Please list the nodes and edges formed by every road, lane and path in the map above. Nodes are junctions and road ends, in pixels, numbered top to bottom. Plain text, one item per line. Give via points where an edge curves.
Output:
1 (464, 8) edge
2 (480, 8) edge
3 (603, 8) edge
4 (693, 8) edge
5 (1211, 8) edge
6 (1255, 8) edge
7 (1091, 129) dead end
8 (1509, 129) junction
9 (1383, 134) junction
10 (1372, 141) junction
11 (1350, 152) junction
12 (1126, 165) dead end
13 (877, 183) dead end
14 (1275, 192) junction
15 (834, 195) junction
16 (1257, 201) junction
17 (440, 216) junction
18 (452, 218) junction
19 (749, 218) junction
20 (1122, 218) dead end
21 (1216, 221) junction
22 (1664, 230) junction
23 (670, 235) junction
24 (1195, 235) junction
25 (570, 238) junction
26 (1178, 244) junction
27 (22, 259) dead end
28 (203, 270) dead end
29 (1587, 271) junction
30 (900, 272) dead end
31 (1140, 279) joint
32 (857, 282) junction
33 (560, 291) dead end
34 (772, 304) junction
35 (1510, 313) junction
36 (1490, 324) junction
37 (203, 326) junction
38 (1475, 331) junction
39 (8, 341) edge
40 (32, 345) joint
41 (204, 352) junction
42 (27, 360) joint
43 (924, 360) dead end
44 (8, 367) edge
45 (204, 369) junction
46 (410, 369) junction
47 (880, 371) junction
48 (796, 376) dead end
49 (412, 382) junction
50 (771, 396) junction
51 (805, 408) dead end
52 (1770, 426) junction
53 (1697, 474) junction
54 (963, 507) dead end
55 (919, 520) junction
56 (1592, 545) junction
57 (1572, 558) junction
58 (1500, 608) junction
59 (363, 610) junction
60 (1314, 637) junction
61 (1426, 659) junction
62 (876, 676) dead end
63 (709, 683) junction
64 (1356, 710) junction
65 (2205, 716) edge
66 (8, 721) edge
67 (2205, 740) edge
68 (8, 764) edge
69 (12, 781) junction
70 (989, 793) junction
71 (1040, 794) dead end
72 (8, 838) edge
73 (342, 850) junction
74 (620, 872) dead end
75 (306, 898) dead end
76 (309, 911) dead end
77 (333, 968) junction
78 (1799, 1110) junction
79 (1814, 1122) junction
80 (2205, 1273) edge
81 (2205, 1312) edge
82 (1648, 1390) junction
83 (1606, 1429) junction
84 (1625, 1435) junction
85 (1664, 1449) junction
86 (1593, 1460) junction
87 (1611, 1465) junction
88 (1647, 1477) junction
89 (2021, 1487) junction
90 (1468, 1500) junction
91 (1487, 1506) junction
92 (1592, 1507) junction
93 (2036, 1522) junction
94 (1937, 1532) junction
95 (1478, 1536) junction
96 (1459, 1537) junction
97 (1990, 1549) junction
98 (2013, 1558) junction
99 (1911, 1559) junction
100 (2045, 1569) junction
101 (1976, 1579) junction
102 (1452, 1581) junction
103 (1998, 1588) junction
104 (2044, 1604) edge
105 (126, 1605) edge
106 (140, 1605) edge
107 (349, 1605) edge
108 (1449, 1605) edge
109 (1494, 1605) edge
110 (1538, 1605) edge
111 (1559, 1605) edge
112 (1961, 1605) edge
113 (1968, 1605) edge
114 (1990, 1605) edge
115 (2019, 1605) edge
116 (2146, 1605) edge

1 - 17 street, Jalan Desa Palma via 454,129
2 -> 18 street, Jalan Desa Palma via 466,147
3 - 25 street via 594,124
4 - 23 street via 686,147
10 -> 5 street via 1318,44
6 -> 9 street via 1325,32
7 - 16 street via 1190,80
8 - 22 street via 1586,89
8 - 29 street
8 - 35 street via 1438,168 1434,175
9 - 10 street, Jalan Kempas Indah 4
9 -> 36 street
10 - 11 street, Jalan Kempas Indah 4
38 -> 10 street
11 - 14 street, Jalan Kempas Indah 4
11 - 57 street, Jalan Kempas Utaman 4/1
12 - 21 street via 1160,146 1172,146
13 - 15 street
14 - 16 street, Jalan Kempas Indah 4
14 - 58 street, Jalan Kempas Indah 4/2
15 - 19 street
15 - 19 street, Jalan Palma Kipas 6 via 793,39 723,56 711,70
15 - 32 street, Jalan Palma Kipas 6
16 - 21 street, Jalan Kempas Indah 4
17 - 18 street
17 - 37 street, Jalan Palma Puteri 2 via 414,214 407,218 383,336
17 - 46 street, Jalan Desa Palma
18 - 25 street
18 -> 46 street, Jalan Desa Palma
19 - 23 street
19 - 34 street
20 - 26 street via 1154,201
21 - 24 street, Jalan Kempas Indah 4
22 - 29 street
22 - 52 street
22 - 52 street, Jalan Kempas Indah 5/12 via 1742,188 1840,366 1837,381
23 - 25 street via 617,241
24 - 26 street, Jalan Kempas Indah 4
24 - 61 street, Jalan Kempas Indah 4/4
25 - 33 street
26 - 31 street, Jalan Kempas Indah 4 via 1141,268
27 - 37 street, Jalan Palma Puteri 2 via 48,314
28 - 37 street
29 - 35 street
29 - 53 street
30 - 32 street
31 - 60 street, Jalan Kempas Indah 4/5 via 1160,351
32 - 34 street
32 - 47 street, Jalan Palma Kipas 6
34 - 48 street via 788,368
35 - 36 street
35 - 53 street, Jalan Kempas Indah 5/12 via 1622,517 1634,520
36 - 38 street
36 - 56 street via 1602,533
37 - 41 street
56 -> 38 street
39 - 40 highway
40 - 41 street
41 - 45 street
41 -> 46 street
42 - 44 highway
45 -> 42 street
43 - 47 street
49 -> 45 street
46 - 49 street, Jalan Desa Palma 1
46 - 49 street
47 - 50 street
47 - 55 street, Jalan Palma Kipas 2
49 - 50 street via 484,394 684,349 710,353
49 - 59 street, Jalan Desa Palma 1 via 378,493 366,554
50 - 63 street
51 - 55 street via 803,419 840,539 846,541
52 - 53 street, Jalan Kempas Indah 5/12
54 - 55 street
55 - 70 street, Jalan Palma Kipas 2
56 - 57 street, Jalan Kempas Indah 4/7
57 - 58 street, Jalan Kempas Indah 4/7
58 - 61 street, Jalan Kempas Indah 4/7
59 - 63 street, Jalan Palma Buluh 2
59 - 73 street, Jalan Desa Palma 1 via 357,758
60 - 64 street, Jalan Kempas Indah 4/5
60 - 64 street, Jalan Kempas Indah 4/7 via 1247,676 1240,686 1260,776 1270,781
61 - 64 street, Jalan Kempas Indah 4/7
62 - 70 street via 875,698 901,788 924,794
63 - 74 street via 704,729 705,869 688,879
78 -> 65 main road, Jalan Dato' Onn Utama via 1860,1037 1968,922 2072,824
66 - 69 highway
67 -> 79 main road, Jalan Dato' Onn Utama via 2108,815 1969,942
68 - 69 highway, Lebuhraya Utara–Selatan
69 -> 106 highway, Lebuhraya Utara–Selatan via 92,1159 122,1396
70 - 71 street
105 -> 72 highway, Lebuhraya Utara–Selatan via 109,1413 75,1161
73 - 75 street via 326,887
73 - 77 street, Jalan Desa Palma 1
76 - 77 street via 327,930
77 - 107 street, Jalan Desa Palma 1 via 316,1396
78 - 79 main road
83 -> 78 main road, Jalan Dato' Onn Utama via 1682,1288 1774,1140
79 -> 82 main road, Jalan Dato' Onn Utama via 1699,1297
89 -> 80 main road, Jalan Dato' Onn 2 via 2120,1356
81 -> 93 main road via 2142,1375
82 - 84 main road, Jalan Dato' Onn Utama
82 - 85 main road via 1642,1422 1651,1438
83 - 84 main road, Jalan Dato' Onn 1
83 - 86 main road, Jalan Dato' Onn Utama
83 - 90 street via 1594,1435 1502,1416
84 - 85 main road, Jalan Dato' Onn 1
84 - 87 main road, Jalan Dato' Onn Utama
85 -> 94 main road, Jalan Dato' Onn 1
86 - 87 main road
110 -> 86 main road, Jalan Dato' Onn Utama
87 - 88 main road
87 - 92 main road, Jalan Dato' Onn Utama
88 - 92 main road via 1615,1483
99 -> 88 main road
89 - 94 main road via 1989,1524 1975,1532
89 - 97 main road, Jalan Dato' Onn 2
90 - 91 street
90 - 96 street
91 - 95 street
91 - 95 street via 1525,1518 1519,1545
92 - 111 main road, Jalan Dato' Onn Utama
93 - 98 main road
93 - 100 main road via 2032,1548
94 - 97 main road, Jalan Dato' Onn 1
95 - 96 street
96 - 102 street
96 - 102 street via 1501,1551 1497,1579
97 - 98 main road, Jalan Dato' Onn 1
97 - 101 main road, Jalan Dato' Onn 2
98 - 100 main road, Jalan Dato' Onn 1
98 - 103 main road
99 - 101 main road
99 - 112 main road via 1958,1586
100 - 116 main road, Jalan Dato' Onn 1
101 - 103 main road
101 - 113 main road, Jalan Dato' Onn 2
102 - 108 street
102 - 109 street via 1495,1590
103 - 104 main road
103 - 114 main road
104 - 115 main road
───
§ Work required: Whenever the word "Lebuhraya" appears in a line above, copy that line.

§ Output below:
68 - 69 highway, Lebuhraya Utara–Selatan
69 -> 106 highway, Lebuhraya Utara–Selatan via 92,1159 122,1396
105 -> 72 highway, Lebuhraya Utara–Selatan via 109,1413 75,1161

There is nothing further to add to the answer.